There is dignity in work, as well as empowerment. Higher workforce
participation reduces the call on the public purse and also generates
greater economic growth – a benefit to the entire nation.


However,
we need to abandon the ugly rhetoric and start from the proposition
that there are people who aren’t in the workforce through no fault of
their own. If we put aside politics for just a moment, most people would
accept that our shared values of decency demand that people down on
their luck receive support rather than vilification.


Maybe their
marriage broke down and they are struggling to raise children alone.
Maybe they are sick and genuinely unable to work. Maybe they have a
mental illness. Maybe they are homeless. Perhaps they are over 50 years
of age and have been made redundant and are unable to find anyone who
will give them a shot at a second career.


Whatever their
circumstances, people receiving welfare deserve neither disrespect, nor
this government’s transparent attempts to punish them for their
misfortune, with ever more tests to maintain their payments.


Hundreds
of people in my electorate in Sydney’s inner west are on disability
pensions because they are literally unable to work. Many sole parents
would love to work but their circumstances and their responsibility to
raise their children make work difficult. Such people endure a daily
struggle to overcome their circumstances and raise their children to
become educated so they can escape the poverty trap.


That’s
something to be applauded. Instead, the current rhetoric of the
government tries to make people feel as though they’re lazy or
burdensome. That’s just not fair. It is completely disrespectful. The
approach of the current government appears to be punitive, rather than
helpful. The very last thing elected representatives should do is
encourage working Australians to treat welfare recipients with suspicion
or hatred.


The former Labor government faced the same issues
about the structure of the workforce as those being grappled with now by
Abbott. Sometimes Labor got it wrong – such as with the extension of
the Howard government’s changes moving more single parents onto the
Newstart program.


Entrenched unemployment and welfare dependence
are very difficult to address in a policy sense.

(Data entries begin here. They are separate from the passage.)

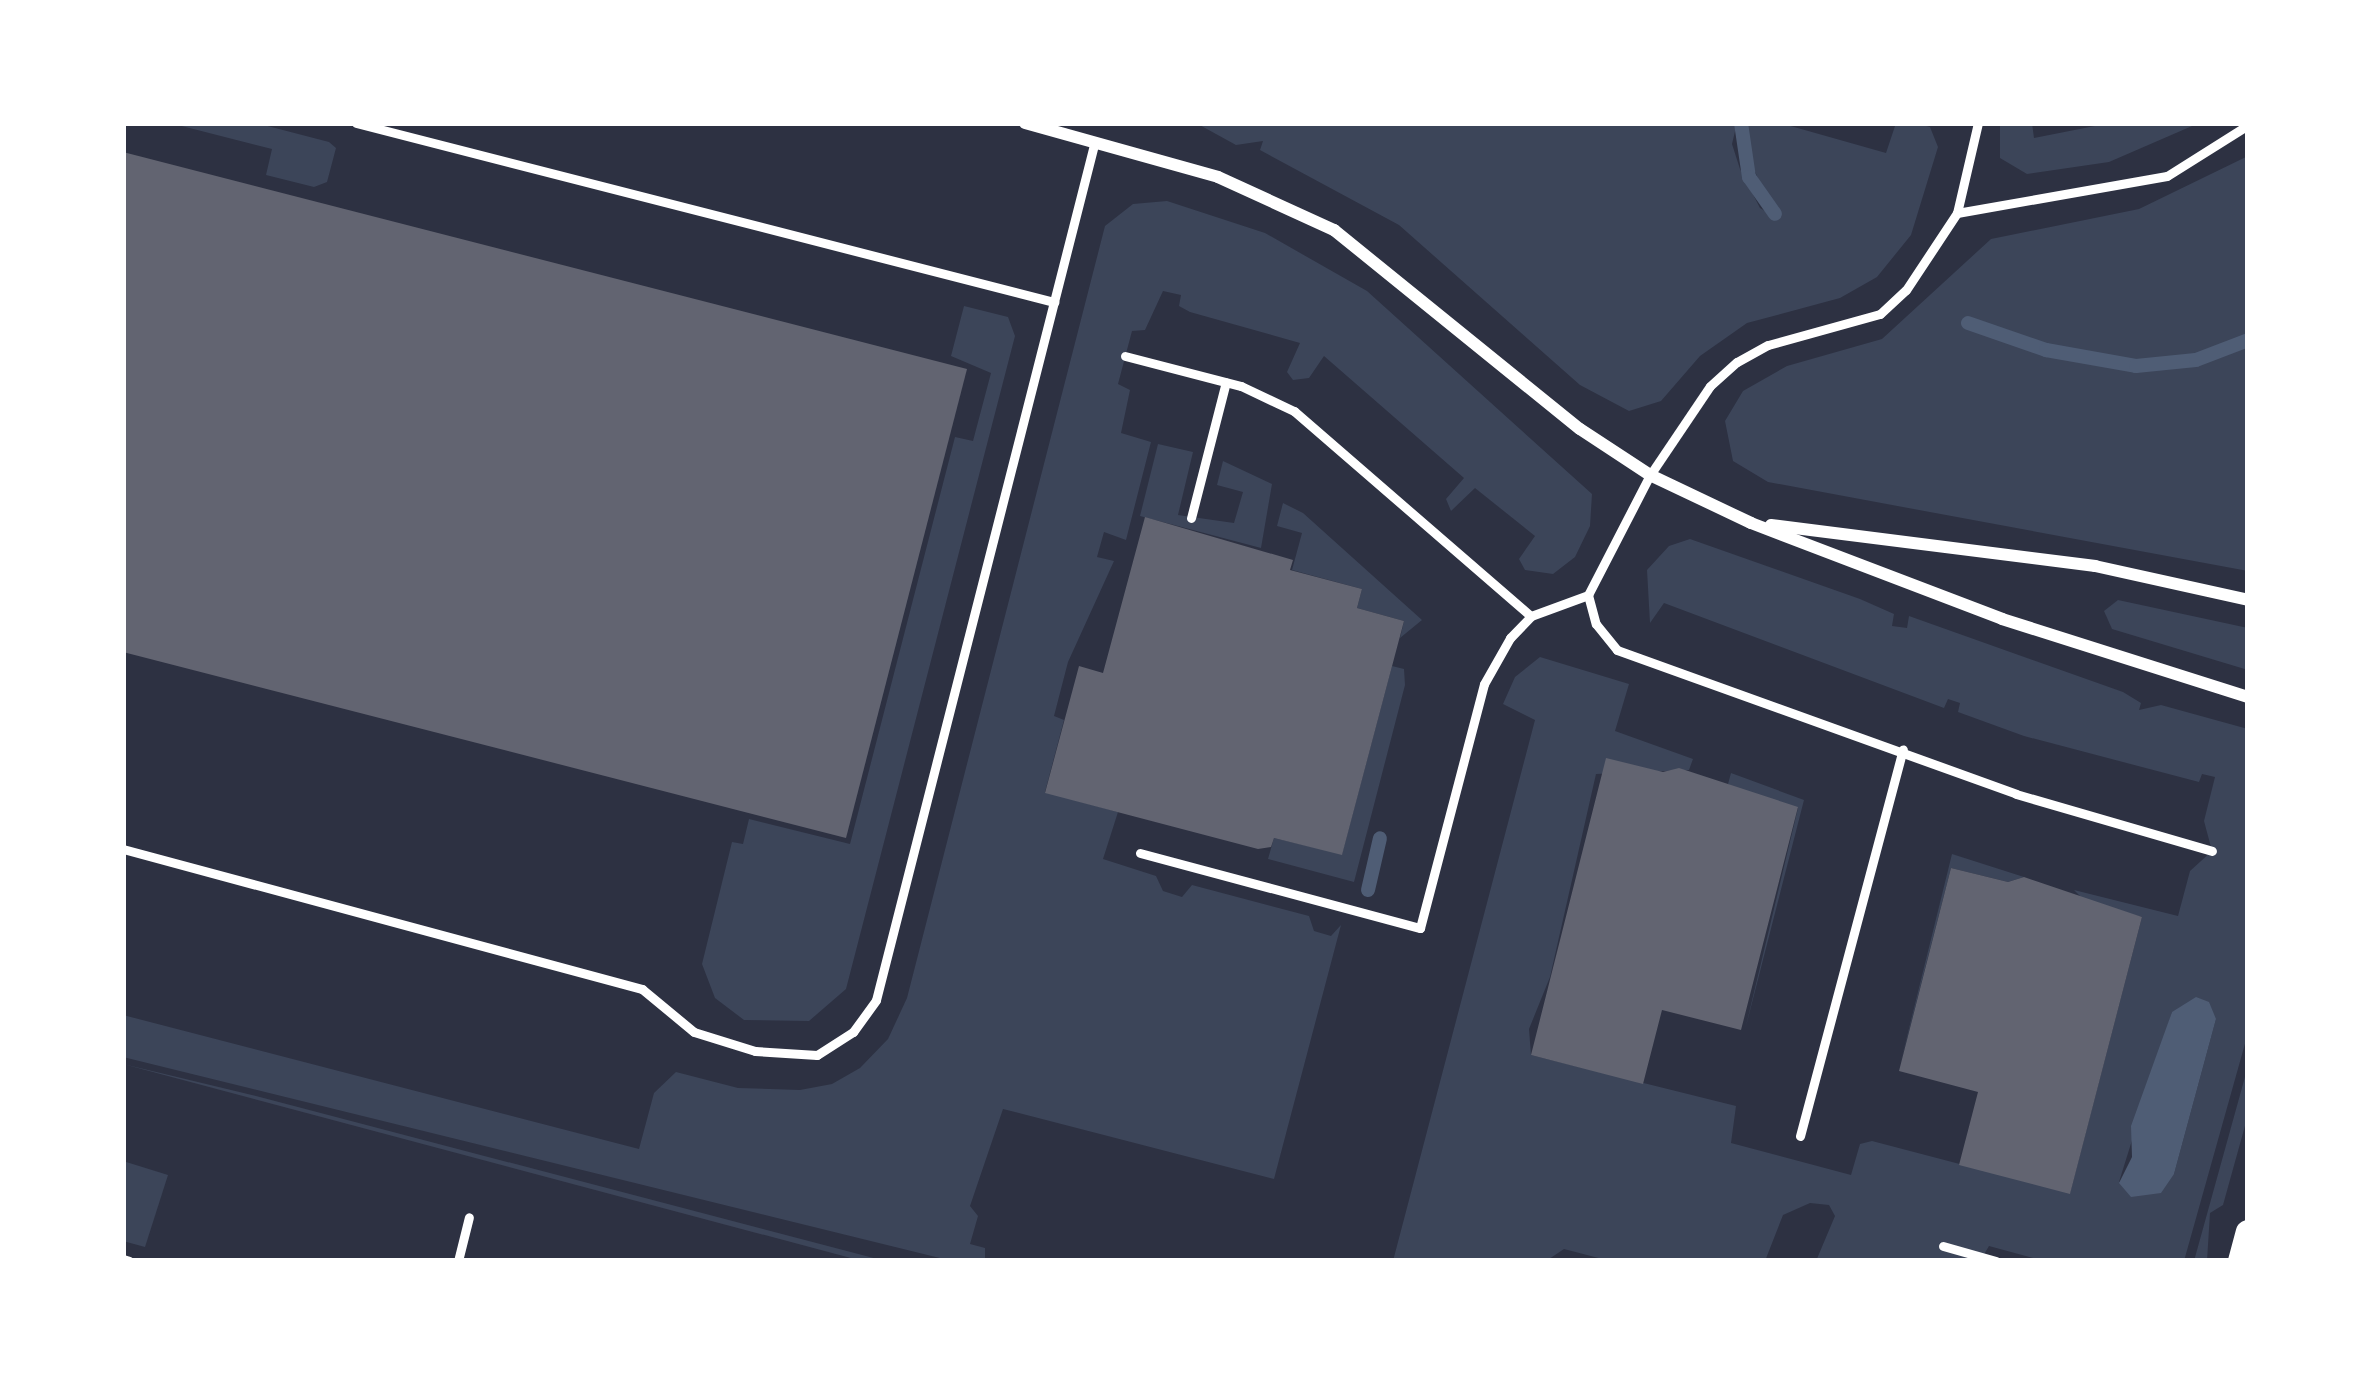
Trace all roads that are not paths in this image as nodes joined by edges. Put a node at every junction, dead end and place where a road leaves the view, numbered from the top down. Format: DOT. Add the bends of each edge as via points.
graph roads {
  1 [pos="356,123"];
  2 [pos="1025,123"];
  3 [pos="1100,123"];
  4 [pos="1978,123"];
  5 [pos="2248,125"];
  6 [pos="1096,141"];
  7 [pos="1957,213"];
  8 [pos="1054,302"];
  9 [pos="1125,356"];
  10 [pos="1226,382"];
  11 [pos="1650,475"];
  12 [pos="1191,518"];
  13 [pos="1751,523"];
  14 [pos="1588,595"];
  15 [pos="2248,600"];
  16 [pos="1531,616"];
  17 [pos="2248,697"];
  18 [pos="1904,750"];
  19 [pos="123,849"];
  20 [pos="2212,851"];
  21 [pos="1140,854"];
  22 [pos="1800,1136"];
  23 [pos="469,1217"];
  24 [pos="2248,1232"];
  25 [pos="1943,1246"];
  26 [pos="458,1261"];
  27 [pos="1996,1261"];
  28 [pos="2240,1261"];
  1 -- 8 [label="lane"];
  2 -- 6 [label="street"];
  3 -- 6 [label="street"];
  4 -- 7 [label="lane"];
  5 -- 7 [label="lane" via="2167,176"];
  6 -- 8 [label="lane"];
  6 -- 11 [label="street" via="1218,177 1334,230 1580,429"];
  7 -- 11 [label="lane" via="1906,290 1880,314 1768,345 1737,362"];
  8 -- 19 [label="lane" via="876,1000 853,1032 817,1054 754,1051 694,1032 642,989"];
  9 -- 10 [label="lane"];
  10 -- 12 [label="lane"];
  10 -- 16 [label="lane" via="1294,411"];
  11 -- 13 [label="street"];
  11 -- 14 [label="lane"];
  13 -- 15 [label="street" via="2095,566"];
  13 -- 17 [label="street" via="2002,619"];
  14 -- 16 [label="lane"];
  14 -- 18 [label="lane" via="1596,624 1617,650"];
  16 -- 21 [label="lane" via="1484,683 1420,928"];
  18 -- 20 [label="lane" via="2016,794"];
  18 -- 22 [label="lane"];
  23 -- 26 [label="lane"];
  24 -- 28 [label="main road"];
  25 -- 27 [label="lane"];
}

Labor’s starting point
was and remains that people who are disadvantaged need help, not
character analysis from politicians looking for headlines.


The
role of government in this area is to provide opportunity through better
education and training options, and ensure jobs are available through
economic growth. Yet the Abbott government seems unable to discuss these
issues without treating such people as cannon fodder in its rhetorical
war against any and all government spending.


Earlier in the year
Hockey, anxious to demonstrate his desire to end the age of entitlement,
complained that some single mothers could access up to $55,000 a year
in benefits. As it turned out, the Department of Human Services refused
to endorse the figure.


In any event, one of the benefits the
treasurer used to reach this figure was the jobs education and training
child care fee assistance, worth up to $15,120 and designed to help
single parents access child care while they attend university to make
themselves employable.


Hockey wants to have it both ways. He
wants to attack single mums for being unemployed and then attack them
again if they dare to access government benefits designed to make them
employable. His unspoken message to these parents is that they should
feel bad about trying to improve their circumstances.


The
treasurer seems to be more interested in promoting resentment of single
mothers than in actually helping them into the workforce. Elected
representatives need to understand that whenever they attack pension
recipients in the hope that this will jolt them into the workforce,
their comments have the reverse effect.


Being told indirectly that
you are a lazy piece of scum malingering on the public purse does
little to improve a person’s confidence, so important to attaining
employment. No-one deserves to feel attacked in this way. As another
former US President, Bill Clinton once said: “‘We’re all in this
together’ is a better philosophy than ‘you’re on your own’.”